Guillaume Lambert est un enfant issu d'un milieu modeste. Il vit seul avec sa mère et sillonne la campagne à vélo. Un beau jour, après un vol plané, le voilà dans un étang d'où le repêche un original à cheval, le baron de Four de Bucquentois Lithurgue.
Que peuvent bien avoir en commun un aristocrate affublé d'un nom à tiroirs et un enfant turbulent au vocabulaire assez limité, modeste, frondeur et ignorant ?
Il s'agit d'un roman d'apprentissage où Guillaume va découvrir, par l'entremise
D Hubert, de belles valeurs de la vie : amour du travail bien fait, respect des choses anciennes, approche de la nature. Ainsi, par exemple, en apercevant des biches et des cerfs, Guillaume les nomme « gibier », comme le font les gens qui l'entourent. Au contraire, Hubert lui permet d'approcher les secrets de leur vie dans la forêt, leur beauté, leur noblesse. Ce sont des êtres vivants, dignes de respect, et non des proies pour les chasseurs. C'est une idée qui m'enthousiasme et que je partage tout à fait. Quel bonheur pour moi d'observer un faisan qui vient picorer les graines que je dépose au fond du jardin pour mes amis à plumes.

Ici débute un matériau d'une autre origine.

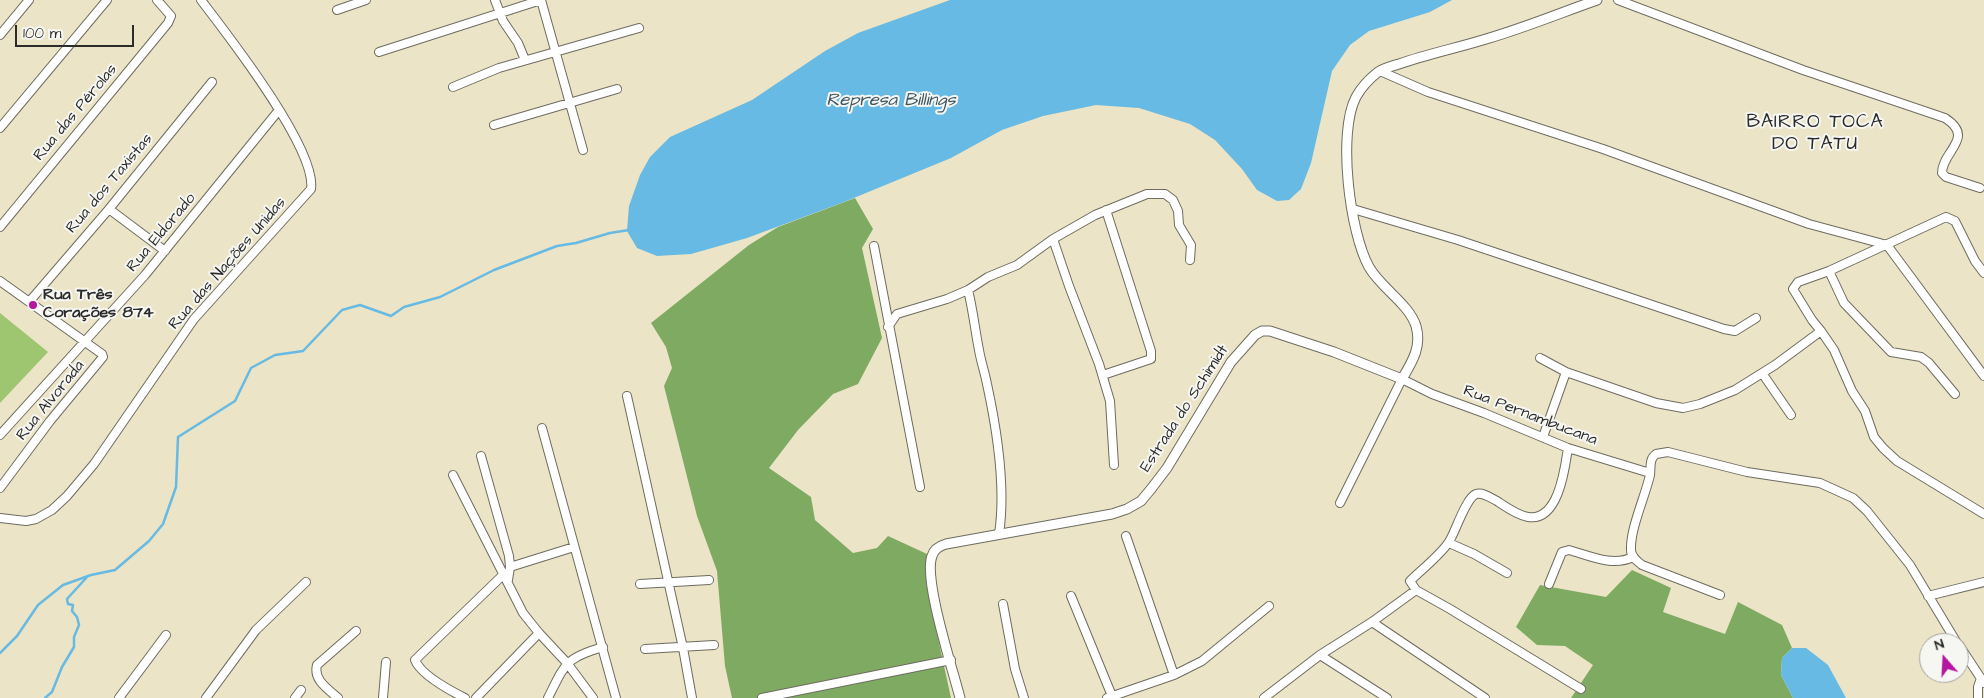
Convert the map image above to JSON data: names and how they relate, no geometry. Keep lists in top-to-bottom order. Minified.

Au fil des pages, je me suis sentie tellement proche des personnages. Nous avions tant en commun : comme pour Hubert enfant, nos chambres n'étaient pas chauffées. Quand il gelait, je découvrais le matin, ma fenêtre couverte de fleurs de givre.

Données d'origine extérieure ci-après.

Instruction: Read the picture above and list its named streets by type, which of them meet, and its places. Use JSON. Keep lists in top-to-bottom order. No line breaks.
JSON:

Les parents de Guillaume doivent surveiller leurs dépenses. « C'est trop cher, les temps sont durs, on n'a pas les moyens, il faudra économiser, se serrer la ceinture, faire attention, c'est pas avec ce qu'on gagne pour le moment que... » Je croyais entendre mes propres parents qui nous ont servi les mêmes litanies tout au long de notre jeunesse !

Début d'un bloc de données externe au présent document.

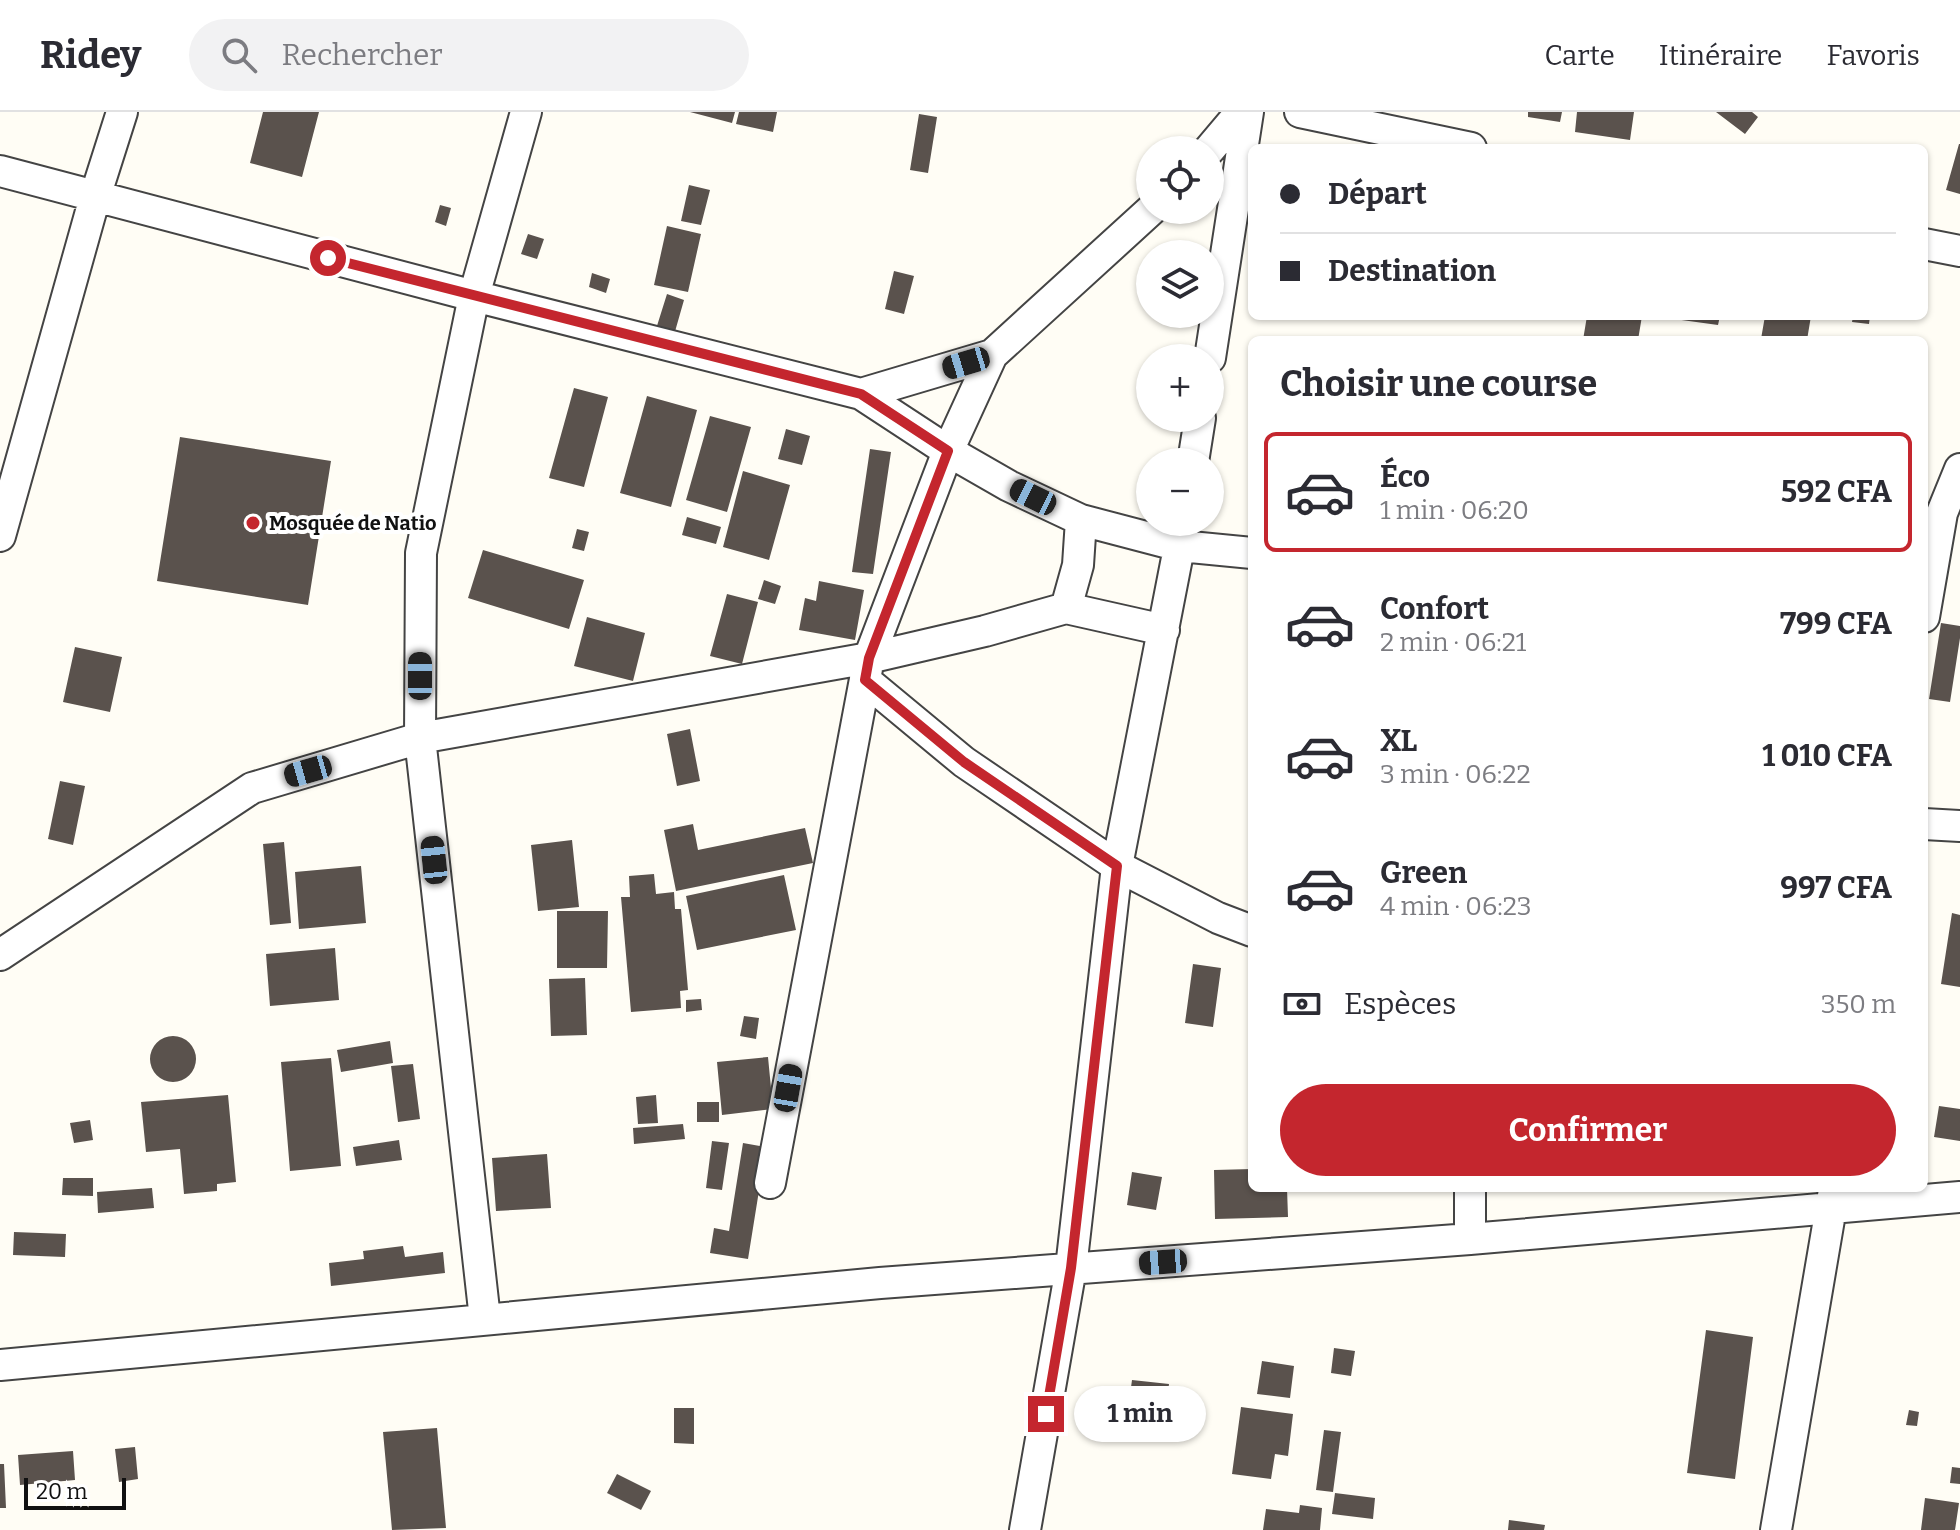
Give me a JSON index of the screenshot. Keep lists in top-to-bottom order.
{
  "places": ["Mosquée de Natio"],
  "scale_bar": "20 m",
  "page": {
    "header": "Ridey",
    "search": "Rechercher",
    "nav": ["Carte", "Itinéraire", "Favoris"],
    "map_buttons": ["+", "−"],
    "banner": ["Départ", "Destination"],
    "heading": "Choisir une course",
    "list": [
      {
        "name": "Éco",
        "note": "1 min · 06:20",
        "value": "592 CFA"
      },
      {
        "name": "Confort",
        "note": "2 min · 06:21",
        "value": "799 CFA"
      },
      {
        "name": "XL",
        "note": "3 min · 06:22",
        "value": "1 010 CFA"
      },
      {
        "name": "Green",
        "note": "4 min · 06:23",
        "value": "997 CFA"
      }
    ],
    "pay": ["Espèces", "350 m"],
    "buttons": "Confirmer",
    "bubble": "1 min",
    "scale": "20 m"
  }
}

Quand Guillaume borde son père, il repense à tous ces soirs où l'inverse se produisait. Son papa coinçait bien les draps autour de son corps. Ce passage m'a tiré une larme, car mon papa faisait exactement la même chose. Aujourd'hui encore, pas moyen de m'endormir si je ne suis pas serrée de toutes parts dans mes couvertures.
La promenade à cheval au cours de laquelle Hubert et Guillaume peuvent approcher le peuple de la forêt, mis en confiance par la monture, m'a renvoyée à nos chevauchées dans les bois de Néthen. Tôt le matin, il n'était pas rare de côtoyer une biche qui ne fuyait pas.
Guillaume cherche la définition de certains mots, mais par l'entremise de l'ordinateur, il repousse le dictionnaire que lui propose sa mère, « l'idée de tourner les pages de ce gros bouquin, rempli de mots [le] fatiguait d'avance » et il se demande « à quoi ça (...) sert tout ça, de savoir qu'un oiseau est un torchepot plutôt qu'un moineau ou un pigeon, ou qu'un arbre est un bouleau plutôt qu'un chêne ? » Je croyais entendre des jeunes autour de moi ! Hubert, lui, trouvera des moyens très originaux et amusants pour lui en montrer l'utilité, alors que moi, hélas, je n'y aurais jamais pensé !
J'ai donc beaucoup aimé ce roman que j'ai trouvé touchant et juste, plein de sagesse et de tendresse. Il fait tomber les barrières sociales et celles de l'âge, il réveille des souvenirs, il fait découvrir des merveilles. Je vous le recommande chaudement.